Exercise instructions: Write every record below out exactly; no images.

Data in this exercise section start

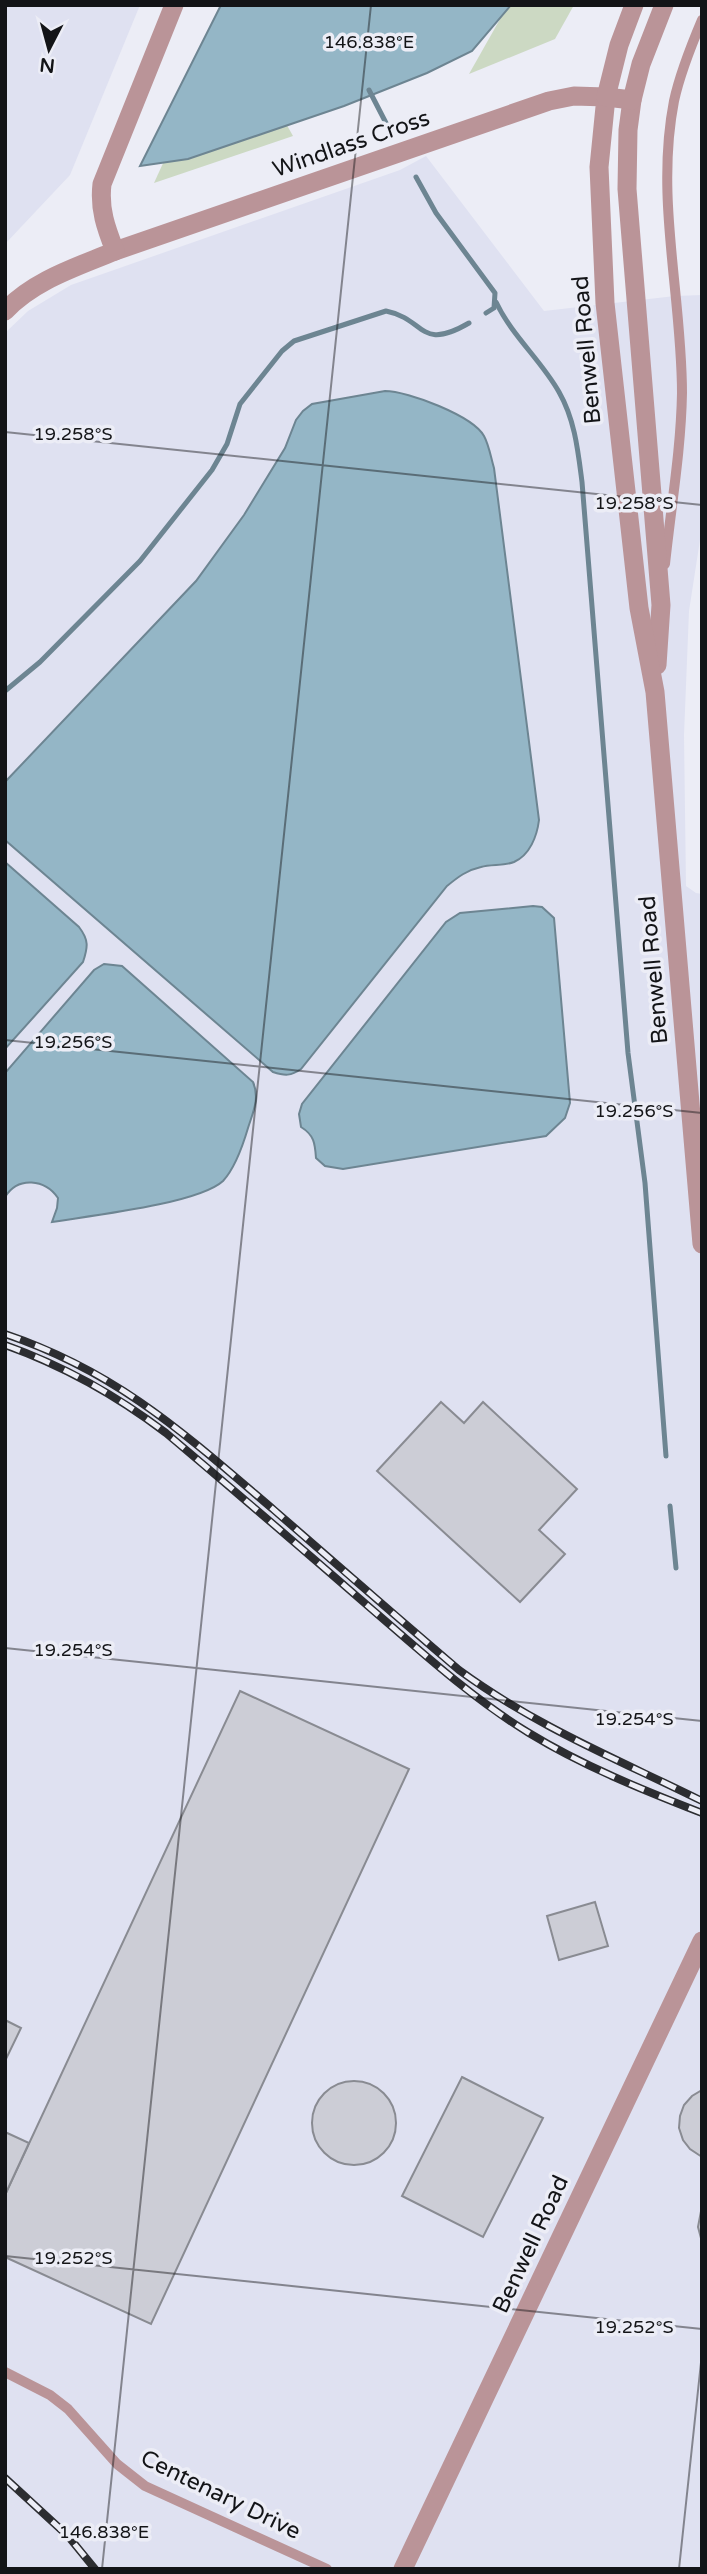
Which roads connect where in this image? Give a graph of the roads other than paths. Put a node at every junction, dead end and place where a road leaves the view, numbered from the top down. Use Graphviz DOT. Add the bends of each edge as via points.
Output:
graph roads {
  1 [pos="174,5"];
  2 [pos="634,5"];
  3 [pos="664,5"];
  4 [pos="702,20"];
  5 [pos="606,97"];
  6 [pos="632,100"];
  7 [pos="115,251"];
  8 [pos="5,311"];
  9 [pos="661,605"];
  10 [pos="655,692"];
  11 [pos="693,1052"];
  12 [pos="702,1244"];
  13 [pos="702,1941"];
  14 [pos="5,2372"];
  15 [pos="327,2569"];
  16 [pos="403,2569"];
  1 -- 7 [label="street" via="102,184 103,220"];
  2 -- 5 [label="street, Benwell Road"];
  3 -- 6 [label="street, Benwell Road"];
  4 -- 9 [label="lane, Benwell Road" via="683,68 669,138 668,200 681,394"];
  5 -- 6 [label="street, Windlass Cross"];
  5 -- 7 [label="street, Windlass Cross" via="574,96 549,102"];
  5 -- 10 [label="street, Benwell Road" via="599,167 605,303 639,608"];
  6 -- 9 [label="street, Benwell Road" via="627,180"];
  7 -- 8 [label="street, Windlass Cross" via="60,274 18,297"];
  9 -- 10 [label="street, Benwell Road"];
  10 -- 11 [label="street, Benwell Road"];
  11 -- 12 [label="street, Benwell Road"];
  13 -- 16 [label="street, Benwell Road"];
  14 -- 15 [label="lane, Centenary Drive" via="59,2402 117,2464 145,2486"];
}
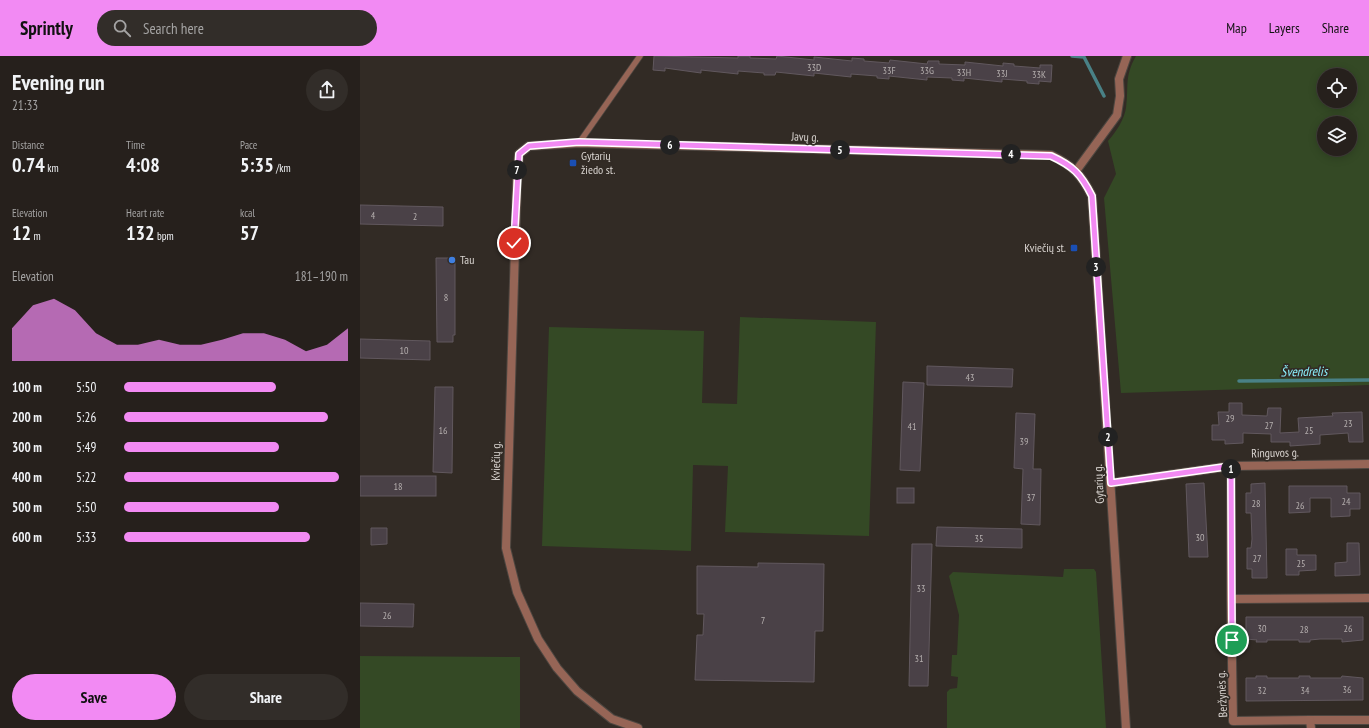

Data in this exercise section end

Reply to the exercise:
Which roads connect where in this image? Give a graph of the roads other than paths. Put a node at every junction, dead end and place where a road leaves the view, numbered from the top down. Use Graphviz DOT. Add the bends of each edge as via points.
Output:
graph roads {
  1 [pos="174,5"];
  2 [pos="634,5"];
  3 [pos="664,5"];
  4 [pos="702,20"];
  5 [pos="606,97"];
  6 [pos="632,100"];
  7 [pos="115,251"];
  8 [pos="5,311"];
  9 [pos="661,605"];
  10 [pos="655,692"];
  11 [pos="693,1052"];
  12 [pos="702,1244"];
  13 [pos="702,1941"];
  14 [pos="5,2372"];
  15 [pos="327,2569"];
  16 [pos="403,2569"];
  1 -- 7 [label="street" via="102,184 103,220"];
  2 -- 5 [label="street, Benwell Road"];
  3 -- 6 [label="street, Benwell Road"];
  4 -- 9 [label="lane, Benwell Road" via="683,68 669,138 668,200 681,394"];
  5 -- 6 [label="street, Windlass Cross"];
  5 -- 7 [label="street, Windlass Cross" via="574,96 549,102"];
  5 -- 10 [label="street, Benwell Road" via="599,167 605,303 639,608"];
  6 -- 9 [label="street, Benwell Road" via="627,180"];
  7 -- 8 [label="street, Windlass Cross" via="60,274 18,297"];
  9 -- 10 [label="street, Benwell Road"];
  10 -- 11 [label="street, Benwell Road"];
  11 -- 12 [label="street, Benwell Road"];
  13 -- 16 [label="street, Benwell Road"];
  14 -- 15 [label="lane, Centenary Drive" via="59,2402 117,2464 145,2486"];
}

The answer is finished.